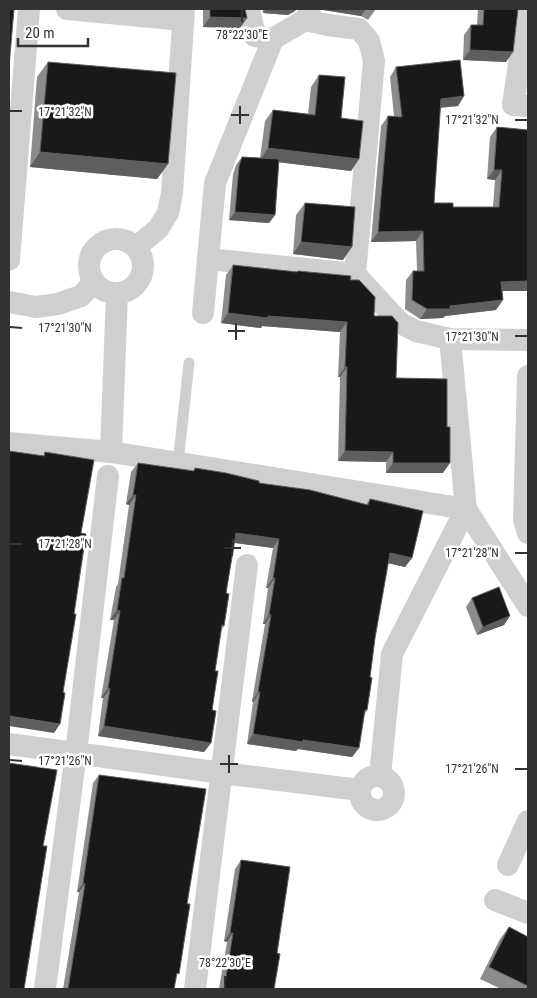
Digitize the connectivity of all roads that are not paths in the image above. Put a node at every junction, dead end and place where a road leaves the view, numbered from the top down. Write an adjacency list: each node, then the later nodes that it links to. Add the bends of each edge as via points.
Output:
1 (29, 9): 9 (street)
2 (67, 9): 6 (street)
3 (249, 9): 7 (street, via 255,36)
4 (527, 9): 8 (street, via 513,105)
5 (308, 14): 7 (street); 13 (street, via 328,25 360,29 369,41 374,61)
6 (183, 15): 10 (street, via 168,213 158,229)
7 (273, 39): 11 (street, via 215,183)
8 (528, 106)
9 (14, 132): 12 (street)
10 (136, 248): 14 (street, via 122,240 106,241 93,251 88,267); 15 (street, via 142,258 143,270 138,282)
11 (208, 259): 13 (street); 17 (street)
12 (9, 260)
13 (355, 274): 18 (street, via 400,323 416,331)
14 (94, 282): 15 (street, via 104,291); 16 (street, via 80,296 58,304 36,307)
15 (117, 293): 23 (street)
16 (9, 302)
17 (203, 313)
18 (450, 339): 19 (street); 26 (street)
19 (528, 340)
20 (189, 363): 24 (lane)
21 (528, 376): 27 (street, via 524,520)
22 (9, 444): 23 (street)
23 (111, 452): 24 (street)
24 (178, 462): 26 (street)
25 (108, 476): 31 (street)
26 (466, 509): 29 (street); 33 (street, via 392,654)
27 (528, 533)
28 (247, 565): 32 (street)
29 (525, 596)
30 (9, 744): 31 (street)
31 (76, 753): 32 (street); 39 (street)
32 (222, 773): 34 (street); 40 (street)
33 (380, 776): 34 (street, via 365,780); 34 (street, via 393,786 394,792 386,808 369,808 361,800)
34 (360, 790)
35 (528, 821): 36 (street)
36 (508, 865)
37 (495, 900): 38 (street)
38 (528, 913)
39 (45, 989)
40 (195, 989)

________

* **ACTION ITEM**
Skipping any pictures, copy the entries exactly as they appear.

* **ANSWER TO THIS TASK**
Digitize the connectivity of all roads that are not paths in the image above. Put a node at every junction, dead end and place where a road leaves the view, numbered from the top down. Write an adjacency list: each node, then the later nodes that it links to. Add the bends of each edge as via points.
Output:
1 (29, 9): 9 (street)
2 (67, 9): 6 (street)
3 (249, 9): 7 (street, via 255,36)
4 (527, 9): 8 (street, via 513,105)
5 (308, 14): 7 (street); 13 (street, via 328,25 360,29 369,41 374,61)
6 (183, 15): 10 (street, via 168,213 158,229)
7 (273, 39): 11 (street, via 215,183)
8 (528, 106)
9 (14, 132): 12 (street)
10 (136, 248): 14 (street, via 122,240 106,241 93,251 88,267); 15 (street, via 142,258 143,270 138,282)
11 (208, 259): 13 (street); 17 (street)
12 (9, 260)
13 (355, 274): 18 (street, via 400,323 416,331)
14 (94, 282): 15 (street, via 104,291); 16 (street, via 80,296 58,304 36,307)
15 (117, 293): 23 (street)
16 (9, 302)
17 (203, 313)
18 (450, 339): 19 (street); 26 (street)
19 (528, 340)
20 (189, 363): 24 (lane)
21 (528, 376): 27 (street, via 524,520)
22 (9, 444): 23 (street)
23 (111, 452): 24 (street)
24 (178, 462): 26 (street)
25 (108, 476): 31 (street)
26 (466, 509): 29 (street); 33 (street, via 392,654)
27 (528, 533)
28 (247, 565): 32 (street)
29 (525, 596)
30 (9, 744): 31 (street)
31 (76, 753): 32 (street); 39 (street)
32 (222, 773): 34 (street); 40 (street)
33 (380, 776): 34 (street, via 365,780); 34 (street, via 393,786 394,792 386,808 369,808 361,800)
34 (360, 790)
35 (528, 821): 36 (street)
36 (508, 865)
37 (495, 900): 38 (street)
38 (528, 913)
39 (45, 989)
40 (195, 989)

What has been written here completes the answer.